■ **EXERCISE BRIEF**: The word "points" appears in some lines of the listing below; report how many such lines there are, and nothing else.

■ **THE RECORDS**:
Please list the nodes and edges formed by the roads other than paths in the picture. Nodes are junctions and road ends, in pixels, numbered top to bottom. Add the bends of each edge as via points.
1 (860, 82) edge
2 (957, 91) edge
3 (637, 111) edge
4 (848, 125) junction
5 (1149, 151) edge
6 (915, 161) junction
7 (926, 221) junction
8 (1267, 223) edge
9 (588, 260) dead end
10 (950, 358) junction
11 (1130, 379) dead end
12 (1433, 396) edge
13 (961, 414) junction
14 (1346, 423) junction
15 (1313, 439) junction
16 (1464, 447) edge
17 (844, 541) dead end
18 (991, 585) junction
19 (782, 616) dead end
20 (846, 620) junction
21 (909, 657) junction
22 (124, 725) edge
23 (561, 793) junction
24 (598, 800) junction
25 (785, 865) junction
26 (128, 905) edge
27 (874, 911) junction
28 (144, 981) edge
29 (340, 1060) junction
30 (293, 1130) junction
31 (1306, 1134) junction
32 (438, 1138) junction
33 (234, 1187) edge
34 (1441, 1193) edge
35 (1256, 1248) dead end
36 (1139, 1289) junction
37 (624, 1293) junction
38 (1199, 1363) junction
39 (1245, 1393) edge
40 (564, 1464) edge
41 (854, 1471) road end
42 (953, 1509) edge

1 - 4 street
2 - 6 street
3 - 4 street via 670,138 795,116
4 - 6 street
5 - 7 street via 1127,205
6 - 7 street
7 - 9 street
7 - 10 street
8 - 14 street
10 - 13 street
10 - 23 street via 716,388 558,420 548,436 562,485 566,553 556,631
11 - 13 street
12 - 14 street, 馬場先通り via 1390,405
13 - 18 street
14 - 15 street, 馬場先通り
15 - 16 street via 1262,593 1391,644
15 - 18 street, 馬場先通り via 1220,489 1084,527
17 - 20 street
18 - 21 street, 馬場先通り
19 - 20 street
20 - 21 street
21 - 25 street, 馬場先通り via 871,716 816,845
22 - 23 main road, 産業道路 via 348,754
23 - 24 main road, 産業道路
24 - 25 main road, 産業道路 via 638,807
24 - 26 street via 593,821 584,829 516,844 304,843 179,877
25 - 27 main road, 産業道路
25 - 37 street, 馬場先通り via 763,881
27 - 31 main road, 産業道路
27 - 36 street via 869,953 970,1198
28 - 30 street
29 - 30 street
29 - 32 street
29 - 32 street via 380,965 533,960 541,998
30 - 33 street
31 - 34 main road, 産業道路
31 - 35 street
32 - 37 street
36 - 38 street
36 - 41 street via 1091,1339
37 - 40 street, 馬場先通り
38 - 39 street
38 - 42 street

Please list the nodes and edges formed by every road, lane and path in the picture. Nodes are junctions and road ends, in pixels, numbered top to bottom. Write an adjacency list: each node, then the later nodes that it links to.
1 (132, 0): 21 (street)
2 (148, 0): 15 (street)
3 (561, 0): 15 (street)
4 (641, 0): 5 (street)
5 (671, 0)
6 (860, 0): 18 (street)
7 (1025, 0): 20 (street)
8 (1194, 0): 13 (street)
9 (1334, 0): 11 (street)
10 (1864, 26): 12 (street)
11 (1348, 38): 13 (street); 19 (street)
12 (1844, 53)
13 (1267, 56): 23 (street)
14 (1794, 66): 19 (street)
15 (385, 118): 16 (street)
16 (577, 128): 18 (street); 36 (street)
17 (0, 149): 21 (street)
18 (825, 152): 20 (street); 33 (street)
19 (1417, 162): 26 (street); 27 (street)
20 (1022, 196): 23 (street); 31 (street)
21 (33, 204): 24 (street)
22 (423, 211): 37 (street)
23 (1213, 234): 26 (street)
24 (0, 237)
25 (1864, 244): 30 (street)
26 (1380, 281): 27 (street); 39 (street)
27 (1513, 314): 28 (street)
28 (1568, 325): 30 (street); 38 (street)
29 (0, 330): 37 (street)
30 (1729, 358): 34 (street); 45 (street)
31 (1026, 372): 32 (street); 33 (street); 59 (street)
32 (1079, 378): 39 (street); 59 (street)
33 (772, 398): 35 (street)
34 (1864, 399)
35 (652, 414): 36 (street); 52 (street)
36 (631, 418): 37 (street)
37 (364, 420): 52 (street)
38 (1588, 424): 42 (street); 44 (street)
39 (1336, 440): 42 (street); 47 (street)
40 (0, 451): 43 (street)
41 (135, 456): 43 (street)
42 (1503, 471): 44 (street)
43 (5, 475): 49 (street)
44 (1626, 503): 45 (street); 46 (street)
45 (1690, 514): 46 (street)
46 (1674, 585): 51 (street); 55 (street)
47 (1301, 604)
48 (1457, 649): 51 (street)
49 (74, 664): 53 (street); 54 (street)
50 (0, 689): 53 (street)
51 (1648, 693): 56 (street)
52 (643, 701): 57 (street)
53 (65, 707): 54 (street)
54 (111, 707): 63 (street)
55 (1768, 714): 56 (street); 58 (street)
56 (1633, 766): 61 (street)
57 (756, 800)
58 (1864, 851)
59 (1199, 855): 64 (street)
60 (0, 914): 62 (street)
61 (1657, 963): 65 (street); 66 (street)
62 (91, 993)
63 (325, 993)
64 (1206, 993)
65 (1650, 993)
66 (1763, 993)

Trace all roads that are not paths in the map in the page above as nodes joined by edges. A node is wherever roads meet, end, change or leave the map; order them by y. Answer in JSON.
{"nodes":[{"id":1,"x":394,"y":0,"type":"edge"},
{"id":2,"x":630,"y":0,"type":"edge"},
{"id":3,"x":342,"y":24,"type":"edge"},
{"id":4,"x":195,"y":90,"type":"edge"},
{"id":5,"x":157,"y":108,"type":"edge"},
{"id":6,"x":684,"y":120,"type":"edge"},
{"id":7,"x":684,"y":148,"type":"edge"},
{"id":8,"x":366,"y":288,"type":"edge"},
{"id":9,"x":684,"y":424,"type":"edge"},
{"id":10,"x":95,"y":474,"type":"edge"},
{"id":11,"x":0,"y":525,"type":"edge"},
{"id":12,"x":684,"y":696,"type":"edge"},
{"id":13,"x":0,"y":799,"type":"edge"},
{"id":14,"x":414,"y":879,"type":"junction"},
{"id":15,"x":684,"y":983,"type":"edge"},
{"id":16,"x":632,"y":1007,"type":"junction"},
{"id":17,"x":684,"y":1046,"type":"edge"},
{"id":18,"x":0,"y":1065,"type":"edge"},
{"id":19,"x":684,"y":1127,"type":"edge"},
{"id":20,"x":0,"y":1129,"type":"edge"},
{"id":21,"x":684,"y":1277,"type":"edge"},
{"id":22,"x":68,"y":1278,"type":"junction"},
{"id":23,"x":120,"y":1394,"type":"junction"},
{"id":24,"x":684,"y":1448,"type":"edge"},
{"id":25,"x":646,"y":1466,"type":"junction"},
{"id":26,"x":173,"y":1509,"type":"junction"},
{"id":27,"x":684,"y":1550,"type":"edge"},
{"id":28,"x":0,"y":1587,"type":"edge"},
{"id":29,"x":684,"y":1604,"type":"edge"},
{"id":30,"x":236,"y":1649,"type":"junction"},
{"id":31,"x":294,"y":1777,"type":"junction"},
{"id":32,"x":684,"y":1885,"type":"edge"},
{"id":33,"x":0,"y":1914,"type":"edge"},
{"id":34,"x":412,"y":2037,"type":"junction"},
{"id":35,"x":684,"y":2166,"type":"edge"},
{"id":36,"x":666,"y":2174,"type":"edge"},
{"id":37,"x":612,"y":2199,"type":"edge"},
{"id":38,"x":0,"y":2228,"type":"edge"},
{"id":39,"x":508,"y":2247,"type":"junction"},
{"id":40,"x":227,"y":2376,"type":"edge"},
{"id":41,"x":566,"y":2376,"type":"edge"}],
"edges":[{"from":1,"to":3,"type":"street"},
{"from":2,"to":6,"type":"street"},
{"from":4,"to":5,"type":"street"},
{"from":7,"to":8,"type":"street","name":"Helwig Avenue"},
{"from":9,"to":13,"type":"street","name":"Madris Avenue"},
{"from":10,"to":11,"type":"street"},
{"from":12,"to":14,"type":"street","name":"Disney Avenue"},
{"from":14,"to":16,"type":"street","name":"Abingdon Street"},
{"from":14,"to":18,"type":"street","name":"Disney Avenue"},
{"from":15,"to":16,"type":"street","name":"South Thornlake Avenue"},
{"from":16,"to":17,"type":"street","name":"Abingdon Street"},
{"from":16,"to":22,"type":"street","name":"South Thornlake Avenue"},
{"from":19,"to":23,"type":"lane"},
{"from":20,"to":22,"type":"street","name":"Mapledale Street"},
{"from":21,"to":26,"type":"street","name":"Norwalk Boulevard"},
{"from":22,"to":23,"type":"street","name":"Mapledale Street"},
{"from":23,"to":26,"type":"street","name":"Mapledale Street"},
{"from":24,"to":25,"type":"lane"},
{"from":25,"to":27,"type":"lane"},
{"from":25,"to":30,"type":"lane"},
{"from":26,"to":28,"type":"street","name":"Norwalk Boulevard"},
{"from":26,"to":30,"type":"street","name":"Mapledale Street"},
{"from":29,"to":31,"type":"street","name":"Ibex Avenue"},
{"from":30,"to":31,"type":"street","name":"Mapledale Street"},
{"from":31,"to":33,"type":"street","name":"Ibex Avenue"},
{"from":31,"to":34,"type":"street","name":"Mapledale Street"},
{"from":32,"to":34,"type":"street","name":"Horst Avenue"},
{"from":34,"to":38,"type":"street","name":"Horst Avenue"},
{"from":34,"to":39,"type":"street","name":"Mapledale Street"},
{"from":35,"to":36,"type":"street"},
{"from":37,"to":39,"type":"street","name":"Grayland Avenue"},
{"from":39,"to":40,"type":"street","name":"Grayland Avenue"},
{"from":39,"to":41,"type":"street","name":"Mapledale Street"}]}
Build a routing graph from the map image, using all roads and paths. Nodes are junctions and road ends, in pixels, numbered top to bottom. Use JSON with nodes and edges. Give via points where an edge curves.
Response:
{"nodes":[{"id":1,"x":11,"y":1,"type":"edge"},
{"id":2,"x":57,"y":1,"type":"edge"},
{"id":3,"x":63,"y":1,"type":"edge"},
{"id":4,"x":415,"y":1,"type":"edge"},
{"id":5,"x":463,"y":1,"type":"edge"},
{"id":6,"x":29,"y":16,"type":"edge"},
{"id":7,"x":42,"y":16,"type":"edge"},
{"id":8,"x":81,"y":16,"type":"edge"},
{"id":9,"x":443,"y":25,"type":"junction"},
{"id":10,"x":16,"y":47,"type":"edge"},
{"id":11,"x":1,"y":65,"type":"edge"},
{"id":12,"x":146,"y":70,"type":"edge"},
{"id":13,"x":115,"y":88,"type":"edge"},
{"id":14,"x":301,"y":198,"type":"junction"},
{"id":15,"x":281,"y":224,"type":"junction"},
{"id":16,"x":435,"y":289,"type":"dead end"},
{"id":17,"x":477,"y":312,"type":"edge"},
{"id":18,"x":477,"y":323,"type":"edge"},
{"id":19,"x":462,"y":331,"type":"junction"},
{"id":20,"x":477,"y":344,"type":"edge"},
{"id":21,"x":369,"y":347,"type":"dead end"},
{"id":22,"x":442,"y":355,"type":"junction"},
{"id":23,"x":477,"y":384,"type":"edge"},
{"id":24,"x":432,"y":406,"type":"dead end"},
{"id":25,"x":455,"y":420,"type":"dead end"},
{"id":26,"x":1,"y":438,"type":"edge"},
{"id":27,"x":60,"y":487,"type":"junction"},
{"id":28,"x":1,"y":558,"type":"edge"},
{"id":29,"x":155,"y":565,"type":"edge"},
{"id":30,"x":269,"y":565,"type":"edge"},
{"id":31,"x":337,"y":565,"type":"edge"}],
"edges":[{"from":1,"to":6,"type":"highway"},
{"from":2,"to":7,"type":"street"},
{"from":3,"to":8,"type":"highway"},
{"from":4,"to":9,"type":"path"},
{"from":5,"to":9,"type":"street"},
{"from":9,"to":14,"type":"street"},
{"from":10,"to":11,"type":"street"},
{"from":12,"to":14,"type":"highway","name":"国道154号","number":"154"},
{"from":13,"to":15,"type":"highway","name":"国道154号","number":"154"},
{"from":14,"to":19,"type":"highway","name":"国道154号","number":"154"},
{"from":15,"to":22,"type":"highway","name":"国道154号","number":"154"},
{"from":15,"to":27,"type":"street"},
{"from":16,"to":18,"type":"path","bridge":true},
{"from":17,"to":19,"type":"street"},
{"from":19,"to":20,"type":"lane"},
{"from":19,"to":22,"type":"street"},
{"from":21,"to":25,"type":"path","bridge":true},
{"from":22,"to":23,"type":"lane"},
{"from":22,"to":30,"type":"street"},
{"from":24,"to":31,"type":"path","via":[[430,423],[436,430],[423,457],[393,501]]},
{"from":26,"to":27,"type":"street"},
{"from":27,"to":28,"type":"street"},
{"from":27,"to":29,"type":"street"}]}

■ **REPLY**: 2